START RAW DATA

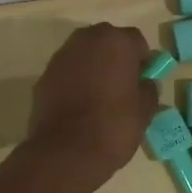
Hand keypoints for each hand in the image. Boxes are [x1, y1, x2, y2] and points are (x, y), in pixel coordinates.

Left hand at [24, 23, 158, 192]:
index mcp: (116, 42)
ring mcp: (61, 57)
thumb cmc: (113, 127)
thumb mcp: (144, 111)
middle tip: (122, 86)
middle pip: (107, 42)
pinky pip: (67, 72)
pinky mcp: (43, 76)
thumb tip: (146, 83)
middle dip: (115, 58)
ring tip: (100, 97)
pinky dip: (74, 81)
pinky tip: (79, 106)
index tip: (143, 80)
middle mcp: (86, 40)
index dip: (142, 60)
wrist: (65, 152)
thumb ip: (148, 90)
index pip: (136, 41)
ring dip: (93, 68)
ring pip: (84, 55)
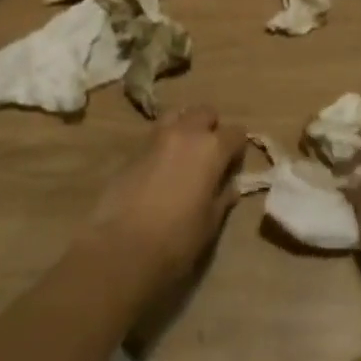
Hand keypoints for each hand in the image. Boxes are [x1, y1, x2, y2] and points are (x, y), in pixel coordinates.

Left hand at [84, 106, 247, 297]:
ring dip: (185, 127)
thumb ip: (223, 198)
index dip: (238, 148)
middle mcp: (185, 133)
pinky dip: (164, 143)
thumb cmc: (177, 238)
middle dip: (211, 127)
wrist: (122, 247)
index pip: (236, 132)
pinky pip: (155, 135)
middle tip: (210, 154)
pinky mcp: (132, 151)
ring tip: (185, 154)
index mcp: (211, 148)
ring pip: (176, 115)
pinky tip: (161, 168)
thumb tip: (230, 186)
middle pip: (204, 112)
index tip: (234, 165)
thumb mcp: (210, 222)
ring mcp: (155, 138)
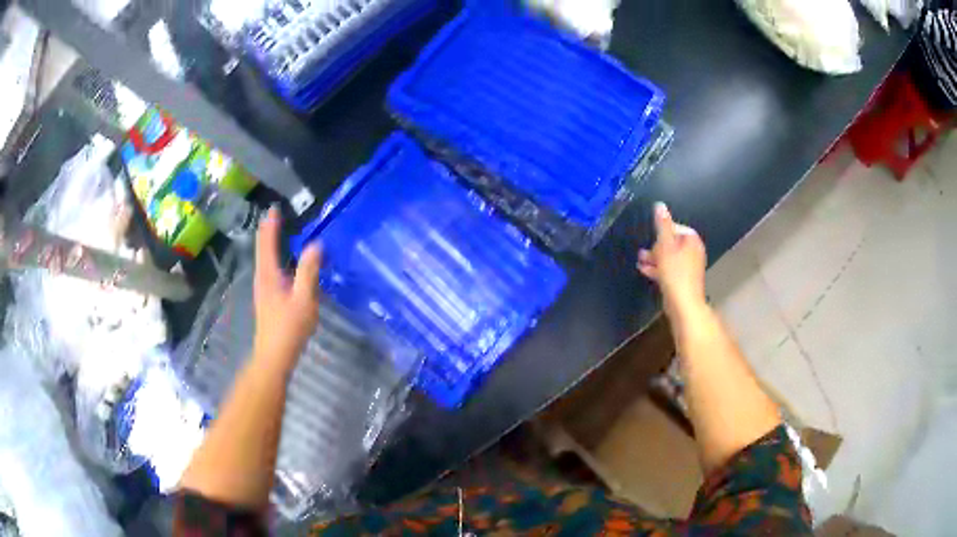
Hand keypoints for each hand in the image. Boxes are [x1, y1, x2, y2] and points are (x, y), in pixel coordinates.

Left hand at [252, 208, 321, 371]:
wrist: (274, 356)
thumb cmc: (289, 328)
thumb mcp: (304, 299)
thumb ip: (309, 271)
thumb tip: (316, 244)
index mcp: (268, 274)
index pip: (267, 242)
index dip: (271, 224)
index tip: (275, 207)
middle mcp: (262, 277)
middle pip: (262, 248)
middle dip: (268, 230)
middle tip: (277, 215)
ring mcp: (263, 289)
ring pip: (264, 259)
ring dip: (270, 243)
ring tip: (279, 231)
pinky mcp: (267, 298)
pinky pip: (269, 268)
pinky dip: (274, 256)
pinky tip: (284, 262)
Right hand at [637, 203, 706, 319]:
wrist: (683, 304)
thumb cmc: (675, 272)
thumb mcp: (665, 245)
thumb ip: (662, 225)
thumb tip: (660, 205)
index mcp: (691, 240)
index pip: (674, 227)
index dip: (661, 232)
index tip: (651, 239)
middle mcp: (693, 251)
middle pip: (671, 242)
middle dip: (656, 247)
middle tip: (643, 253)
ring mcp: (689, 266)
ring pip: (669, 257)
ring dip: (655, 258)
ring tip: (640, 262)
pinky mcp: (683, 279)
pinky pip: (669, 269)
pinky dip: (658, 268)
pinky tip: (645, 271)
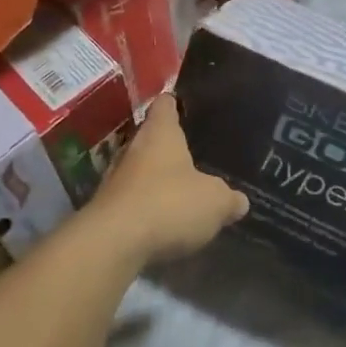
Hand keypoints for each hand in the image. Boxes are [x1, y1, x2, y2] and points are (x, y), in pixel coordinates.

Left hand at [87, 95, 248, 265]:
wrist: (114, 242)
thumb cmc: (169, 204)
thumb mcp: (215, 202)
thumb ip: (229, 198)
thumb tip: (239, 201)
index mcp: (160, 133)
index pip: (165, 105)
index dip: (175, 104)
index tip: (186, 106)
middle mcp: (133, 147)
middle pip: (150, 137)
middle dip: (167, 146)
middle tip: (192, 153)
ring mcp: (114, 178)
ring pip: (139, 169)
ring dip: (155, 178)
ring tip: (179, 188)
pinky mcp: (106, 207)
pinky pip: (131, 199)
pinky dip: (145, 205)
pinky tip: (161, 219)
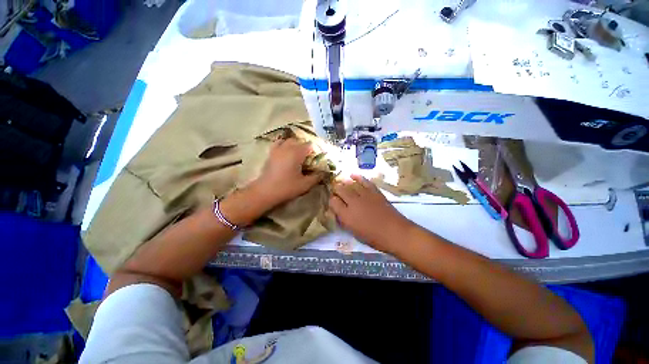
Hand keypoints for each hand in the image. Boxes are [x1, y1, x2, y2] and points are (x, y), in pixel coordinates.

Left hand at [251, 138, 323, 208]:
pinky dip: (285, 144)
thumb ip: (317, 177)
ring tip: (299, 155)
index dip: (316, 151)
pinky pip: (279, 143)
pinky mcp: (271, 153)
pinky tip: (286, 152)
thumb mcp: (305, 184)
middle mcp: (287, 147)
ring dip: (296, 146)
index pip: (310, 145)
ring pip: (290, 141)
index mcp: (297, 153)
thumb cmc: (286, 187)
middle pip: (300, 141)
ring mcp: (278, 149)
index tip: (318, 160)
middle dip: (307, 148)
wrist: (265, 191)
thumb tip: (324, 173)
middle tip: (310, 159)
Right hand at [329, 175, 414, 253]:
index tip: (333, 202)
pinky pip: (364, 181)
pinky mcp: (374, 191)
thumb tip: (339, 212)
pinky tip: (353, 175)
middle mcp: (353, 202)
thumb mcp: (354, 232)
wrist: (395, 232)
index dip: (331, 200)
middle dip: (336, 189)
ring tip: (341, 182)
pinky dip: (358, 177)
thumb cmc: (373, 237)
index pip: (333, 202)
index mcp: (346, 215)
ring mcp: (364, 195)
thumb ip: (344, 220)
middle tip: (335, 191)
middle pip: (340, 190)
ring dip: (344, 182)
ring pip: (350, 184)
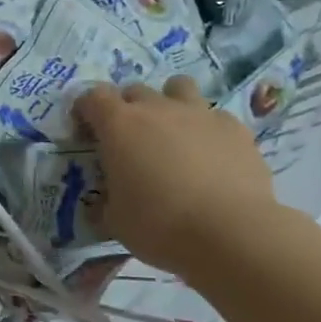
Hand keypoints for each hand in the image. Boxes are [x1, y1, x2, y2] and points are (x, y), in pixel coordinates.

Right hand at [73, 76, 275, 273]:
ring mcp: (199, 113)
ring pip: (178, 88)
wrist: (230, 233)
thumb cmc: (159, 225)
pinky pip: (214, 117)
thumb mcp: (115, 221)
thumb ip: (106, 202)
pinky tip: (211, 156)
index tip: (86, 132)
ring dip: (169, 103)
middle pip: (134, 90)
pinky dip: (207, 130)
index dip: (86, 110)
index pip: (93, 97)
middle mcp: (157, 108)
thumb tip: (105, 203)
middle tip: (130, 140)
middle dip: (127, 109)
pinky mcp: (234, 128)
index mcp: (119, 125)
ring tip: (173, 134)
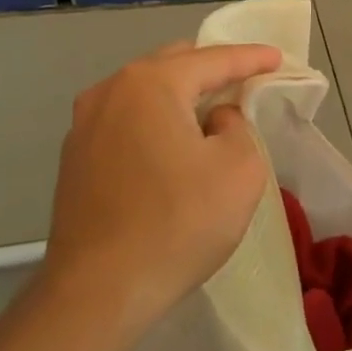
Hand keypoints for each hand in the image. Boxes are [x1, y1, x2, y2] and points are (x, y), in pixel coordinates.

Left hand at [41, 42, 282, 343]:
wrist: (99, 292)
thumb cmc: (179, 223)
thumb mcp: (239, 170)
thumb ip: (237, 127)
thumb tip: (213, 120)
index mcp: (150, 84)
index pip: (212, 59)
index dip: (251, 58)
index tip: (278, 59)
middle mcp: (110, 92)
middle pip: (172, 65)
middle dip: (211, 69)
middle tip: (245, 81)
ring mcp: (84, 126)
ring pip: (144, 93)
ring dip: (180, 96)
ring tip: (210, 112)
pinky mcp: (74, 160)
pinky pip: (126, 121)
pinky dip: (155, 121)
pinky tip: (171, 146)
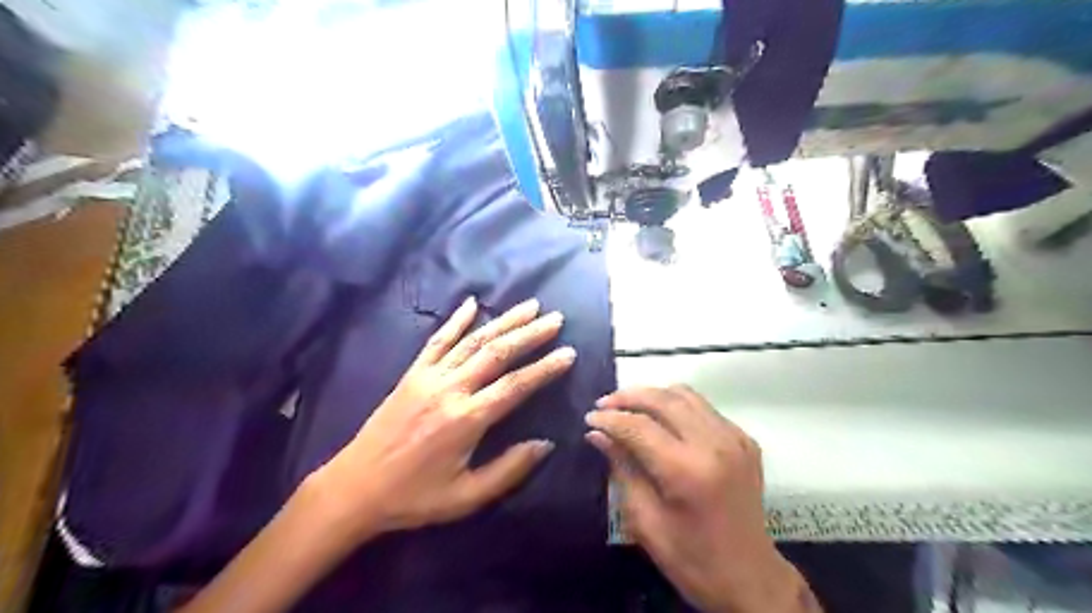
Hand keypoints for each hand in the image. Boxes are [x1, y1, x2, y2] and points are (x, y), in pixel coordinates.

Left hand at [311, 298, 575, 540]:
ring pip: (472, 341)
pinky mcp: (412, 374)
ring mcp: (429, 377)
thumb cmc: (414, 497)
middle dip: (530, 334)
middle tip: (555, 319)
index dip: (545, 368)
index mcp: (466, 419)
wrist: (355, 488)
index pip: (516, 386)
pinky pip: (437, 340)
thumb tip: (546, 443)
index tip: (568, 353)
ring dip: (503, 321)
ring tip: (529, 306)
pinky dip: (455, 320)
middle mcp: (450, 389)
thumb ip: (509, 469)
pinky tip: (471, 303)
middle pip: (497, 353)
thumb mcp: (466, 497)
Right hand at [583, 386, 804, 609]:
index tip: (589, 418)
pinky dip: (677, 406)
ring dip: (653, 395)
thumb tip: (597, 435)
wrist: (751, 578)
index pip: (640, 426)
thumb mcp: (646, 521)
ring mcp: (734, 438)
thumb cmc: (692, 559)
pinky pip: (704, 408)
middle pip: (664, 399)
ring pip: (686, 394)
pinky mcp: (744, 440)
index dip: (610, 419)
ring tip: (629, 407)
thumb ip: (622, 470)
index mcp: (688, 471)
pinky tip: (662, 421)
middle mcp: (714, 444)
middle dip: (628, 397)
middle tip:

END RAW DATA

Only the lines from the beginning of the records through the line bearing "ring dip: (655, 258)" belong in the answer, copied word for word with pictures left out.

Hand keypoints for each hand in the image. Boxes are [x1, y1, x2, y2] and points are (x, y), in pixel coordinates.

Left hand at [24, 23, 158, 192]:
index mcp: (116, 42)
ring mcp: (61, 57)
thumb cmc: (113, 127)
thumb mcp: (144, 111)
middle tip: (122, 86)
middle pip: (107, 42)
pinky pip: (67, 72)
pinky mcp: (43, 76)
thumb tip: (146, 83)
middle dip: (115, 58)
ring tip: (100, 97)
pinky dip: (74, 81)
pinky tip: (79, 106)
index tip: (143, 80)
middle mcp: (86, 40)
index dip: (142, 60)
wrist: (65, 152)
thumb ip: (148, 90)
index pip: (136, 41)
ring dip: (93, 68)
ring pip: (84, 55)
Hand keypoints for each hand in the image. Boxes are [x1, y1, x2, y2] and points are (x, y), in pixel coordinates.

Left hand at [84, 106, 247, 297]:
ring dip: (185, 127)
thumb ip: (223, 198)
index dip: (238, 148)
middle mcp: (185, 133)
pinky dip: (164, 143)
thumb cmc: (177, 238)
middle dip: (211, 127)
wrist: (122, 247)
index pip: (236, 132)
pinky pip: (155, 135)
middle tip: (210, 154)
pinky mcp: (132, 151)
ring tip: (185, 154)
index mcp: (211, 148)
ring pip: (176, 115)
pinky tip: (161, 168)
thumb tip: (230, 186)
middle pip: (204, 112)
index tip: (234, 165)
thumb mcp: (210, 222)
ring mcp: (155, 138)
Hand keypoints for each hand in the image. Boxes are [x1, y1, x2, y2] and points are (x, y), in pixel coordinates.

Left hand at [252, 208, 321, 371]:
wrist: (274, 356)
thumb cmc: (289, 328)
thumb mcp: (304, 299)
thumb ip: (309, 271)
thumb tip: (316, 244)
index mcp: (268, 274)
index pip: (267, 242)
index dip: (271, 224)
index tip: (275, 207)
middle mcp: (262, 277)
middle pip: (262, 248)
middle dip: (268, 230)
middle tip: (277, 215)
ring mcp: (263, 289)
ring pip: (264, 259)
ring dip: (270, 243)
ring tip: (279, 231)
pinky mcp: (267, 298)
pinky pip: (269, 268)
pinky dip: (274, 256)
pinky tip: (284, 262)
Right hand at [637, 203, 706, 319]:
wrist: (683, 304)
thumb cmc: (675, 272)
thumb mcp: (665, 245)
thumb ip: (662, 225)
thumb tip: (660, 205)
index mcp: (691, 240)
index pip: (674, 227)
index dip: (661, 232)
index tip: (651, 239)
middle mcp: (693, 251)
middle pip: (671, 242)
middle dip: (656, 247)
middle tip: (643, 253)
ring mcp: (689, 266)
ring pip: (669, 257)
ring dip: (655, 258)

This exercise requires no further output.